A Funnel for Sound
Jon Chaiim McConnell
Pop it off I tell him. Show me. Let me listen to it. The seam is different every time. This guy’s skin comes off. We’re living together. He leaves his long sheddings over the shower rod now, which is better, since at first I’d find it a bit at a time, like what’s this? (opaque foot patch) or what’s that? (shoulder flake with hairholes). You can tell when it’s about to happen because the features start to slip a bit, and his eyelids can’t keep up with his eyes. I guess things disattach. You can tell about a week ahead of time. When we first started dating I thought these were sarcasms, interest visibly leaving his body.
On trips we bring lotions. At work only his boss knows, and only because they used to date too. Sometimes I find him in a bath of strange pearly water and it’s because it just happened and the open air will sting him for another 40 minutes. I can kneel and breathe on his new neck or his fresh ear and phew does he like it. Not for too long, not at once, but he does.

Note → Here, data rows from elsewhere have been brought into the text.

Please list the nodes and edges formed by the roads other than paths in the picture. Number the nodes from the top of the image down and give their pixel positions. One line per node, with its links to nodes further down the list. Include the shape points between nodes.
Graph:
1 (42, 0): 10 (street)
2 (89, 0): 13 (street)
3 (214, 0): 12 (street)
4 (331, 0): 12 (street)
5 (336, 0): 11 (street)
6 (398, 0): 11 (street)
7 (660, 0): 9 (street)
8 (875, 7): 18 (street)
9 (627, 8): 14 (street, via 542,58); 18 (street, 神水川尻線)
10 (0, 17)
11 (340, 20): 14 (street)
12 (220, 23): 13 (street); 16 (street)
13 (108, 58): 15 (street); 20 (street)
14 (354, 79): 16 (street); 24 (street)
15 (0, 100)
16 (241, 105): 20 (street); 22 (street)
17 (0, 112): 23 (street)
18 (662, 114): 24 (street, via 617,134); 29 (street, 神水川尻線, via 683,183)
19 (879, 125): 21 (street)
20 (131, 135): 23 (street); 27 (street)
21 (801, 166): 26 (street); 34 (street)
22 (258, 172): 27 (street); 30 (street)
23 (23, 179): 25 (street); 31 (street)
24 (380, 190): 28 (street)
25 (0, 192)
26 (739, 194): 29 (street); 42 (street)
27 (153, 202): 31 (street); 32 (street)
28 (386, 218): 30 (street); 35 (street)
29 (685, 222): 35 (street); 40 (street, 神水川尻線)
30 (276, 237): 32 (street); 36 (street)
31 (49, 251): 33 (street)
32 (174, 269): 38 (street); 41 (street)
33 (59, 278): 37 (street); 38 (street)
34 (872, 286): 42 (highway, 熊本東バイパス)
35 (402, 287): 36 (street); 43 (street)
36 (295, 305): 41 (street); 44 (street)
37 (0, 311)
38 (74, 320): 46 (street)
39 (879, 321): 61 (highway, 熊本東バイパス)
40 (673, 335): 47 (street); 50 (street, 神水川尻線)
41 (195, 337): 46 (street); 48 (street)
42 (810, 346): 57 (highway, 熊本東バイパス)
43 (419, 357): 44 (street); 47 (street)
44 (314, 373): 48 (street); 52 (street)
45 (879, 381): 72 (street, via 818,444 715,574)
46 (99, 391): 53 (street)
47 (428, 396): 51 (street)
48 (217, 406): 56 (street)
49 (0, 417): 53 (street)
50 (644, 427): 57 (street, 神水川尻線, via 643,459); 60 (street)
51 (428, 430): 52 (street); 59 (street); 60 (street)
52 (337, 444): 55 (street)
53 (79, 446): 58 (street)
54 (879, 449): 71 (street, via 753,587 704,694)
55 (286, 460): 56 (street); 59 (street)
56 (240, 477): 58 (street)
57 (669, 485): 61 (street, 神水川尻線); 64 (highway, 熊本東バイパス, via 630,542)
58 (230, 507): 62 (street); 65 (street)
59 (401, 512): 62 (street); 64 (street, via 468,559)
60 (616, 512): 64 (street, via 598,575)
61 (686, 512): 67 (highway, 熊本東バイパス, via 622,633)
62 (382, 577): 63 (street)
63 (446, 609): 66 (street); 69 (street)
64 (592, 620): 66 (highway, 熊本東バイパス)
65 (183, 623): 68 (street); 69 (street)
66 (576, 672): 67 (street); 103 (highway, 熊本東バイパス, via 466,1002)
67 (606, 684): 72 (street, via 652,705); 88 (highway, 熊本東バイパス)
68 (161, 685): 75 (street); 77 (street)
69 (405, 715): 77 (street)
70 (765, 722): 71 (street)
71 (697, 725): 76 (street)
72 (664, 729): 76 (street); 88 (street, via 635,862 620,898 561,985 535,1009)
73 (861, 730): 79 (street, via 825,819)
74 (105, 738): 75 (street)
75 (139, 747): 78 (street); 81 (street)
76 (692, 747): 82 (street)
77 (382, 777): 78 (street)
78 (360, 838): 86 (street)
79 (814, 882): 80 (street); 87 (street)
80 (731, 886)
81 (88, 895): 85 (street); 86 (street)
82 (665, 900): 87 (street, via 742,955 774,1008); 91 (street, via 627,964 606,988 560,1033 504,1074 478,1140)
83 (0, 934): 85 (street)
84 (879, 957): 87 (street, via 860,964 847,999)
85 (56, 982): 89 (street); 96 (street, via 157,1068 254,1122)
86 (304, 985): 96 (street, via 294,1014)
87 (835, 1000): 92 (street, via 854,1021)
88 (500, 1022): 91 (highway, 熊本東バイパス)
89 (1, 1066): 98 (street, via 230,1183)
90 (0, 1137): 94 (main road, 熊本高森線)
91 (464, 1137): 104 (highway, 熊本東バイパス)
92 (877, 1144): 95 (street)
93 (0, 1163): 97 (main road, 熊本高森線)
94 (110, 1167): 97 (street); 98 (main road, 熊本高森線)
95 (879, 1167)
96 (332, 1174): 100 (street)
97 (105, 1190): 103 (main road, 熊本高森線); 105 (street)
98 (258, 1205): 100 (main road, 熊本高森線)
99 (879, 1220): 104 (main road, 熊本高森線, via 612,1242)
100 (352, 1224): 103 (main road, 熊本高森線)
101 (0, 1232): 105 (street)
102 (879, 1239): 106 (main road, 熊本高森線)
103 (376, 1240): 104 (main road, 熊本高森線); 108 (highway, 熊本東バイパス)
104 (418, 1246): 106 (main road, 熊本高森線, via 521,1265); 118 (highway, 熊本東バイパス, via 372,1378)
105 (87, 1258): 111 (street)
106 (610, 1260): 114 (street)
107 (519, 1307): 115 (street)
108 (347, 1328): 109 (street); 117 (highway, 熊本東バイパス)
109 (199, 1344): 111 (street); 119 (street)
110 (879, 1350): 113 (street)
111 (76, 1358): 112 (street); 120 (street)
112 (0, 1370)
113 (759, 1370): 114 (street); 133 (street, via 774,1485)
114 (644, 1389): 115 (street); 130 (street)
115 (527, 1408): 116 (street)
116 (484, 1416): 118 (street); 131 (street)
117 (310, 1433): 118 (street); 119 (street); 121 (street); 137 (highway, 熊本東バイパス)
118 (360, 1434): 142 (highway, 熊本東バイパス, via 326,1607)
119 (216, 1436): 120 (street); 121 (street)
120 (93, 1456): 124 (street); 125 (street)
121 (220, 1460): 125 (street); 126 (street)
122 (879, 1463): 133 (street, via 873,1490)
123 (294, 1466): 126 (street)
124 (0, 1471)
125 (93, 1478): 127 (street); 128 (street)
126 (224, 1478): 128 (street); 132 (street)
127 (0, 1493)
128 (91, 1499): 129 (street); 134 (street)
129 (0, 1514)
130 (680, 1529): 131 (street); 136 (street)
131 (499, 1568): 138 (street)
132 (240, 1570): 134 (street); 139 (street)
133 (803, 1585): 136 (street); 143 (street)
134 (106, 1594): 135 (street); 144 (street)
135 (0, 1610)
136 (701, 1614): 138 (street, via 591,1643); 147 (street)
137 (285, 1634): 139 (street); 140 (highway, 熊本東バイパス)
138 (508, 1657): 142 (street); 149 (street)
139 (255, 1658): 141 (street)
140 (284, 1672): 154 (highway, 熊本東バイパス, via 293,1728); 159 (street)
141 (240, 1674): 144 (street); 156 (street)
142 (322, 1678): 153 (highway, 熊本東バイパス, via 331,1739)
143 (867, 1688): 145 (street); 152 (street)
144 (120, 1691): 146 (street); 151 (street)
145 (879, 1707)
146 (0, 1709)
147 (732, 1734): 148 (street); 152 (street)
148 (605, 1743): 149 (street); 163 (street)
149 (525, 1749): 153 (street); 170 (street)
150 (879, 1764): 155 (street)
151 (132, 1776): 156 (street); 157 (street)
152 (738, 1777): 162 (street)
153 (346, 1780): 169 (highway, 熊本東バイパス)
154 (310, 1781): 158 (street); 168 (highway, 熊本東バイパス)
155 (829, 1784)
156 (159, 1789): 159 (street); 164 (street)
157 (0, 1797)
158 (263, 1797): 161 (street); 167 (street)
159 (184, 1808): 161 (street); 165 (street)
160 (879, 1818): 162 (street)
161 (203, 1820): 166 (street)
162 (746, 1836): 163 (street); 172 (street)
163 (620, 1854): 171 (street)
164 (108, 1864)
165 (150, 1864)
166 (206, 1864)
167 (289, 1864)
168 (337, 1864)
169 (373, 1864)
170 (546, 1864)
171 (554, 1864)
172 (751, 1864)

His parents never bring it up, they never talk about it. I’ll ask them, Hey dry weather we’re having, to ferret out concern, and they’re just, like, nothing. They visit like nothing. Instead of photo albums do they have a weird closet of skins, small to big? Did they sprinkle lavender on the floor of that closet? Their house is decorated, and I say that in the most curious possible way, as if no particular care was taken for this aspect of their son. Carpets are firm and couches are leather. They order coffee after dinners and sit back, like, job well done.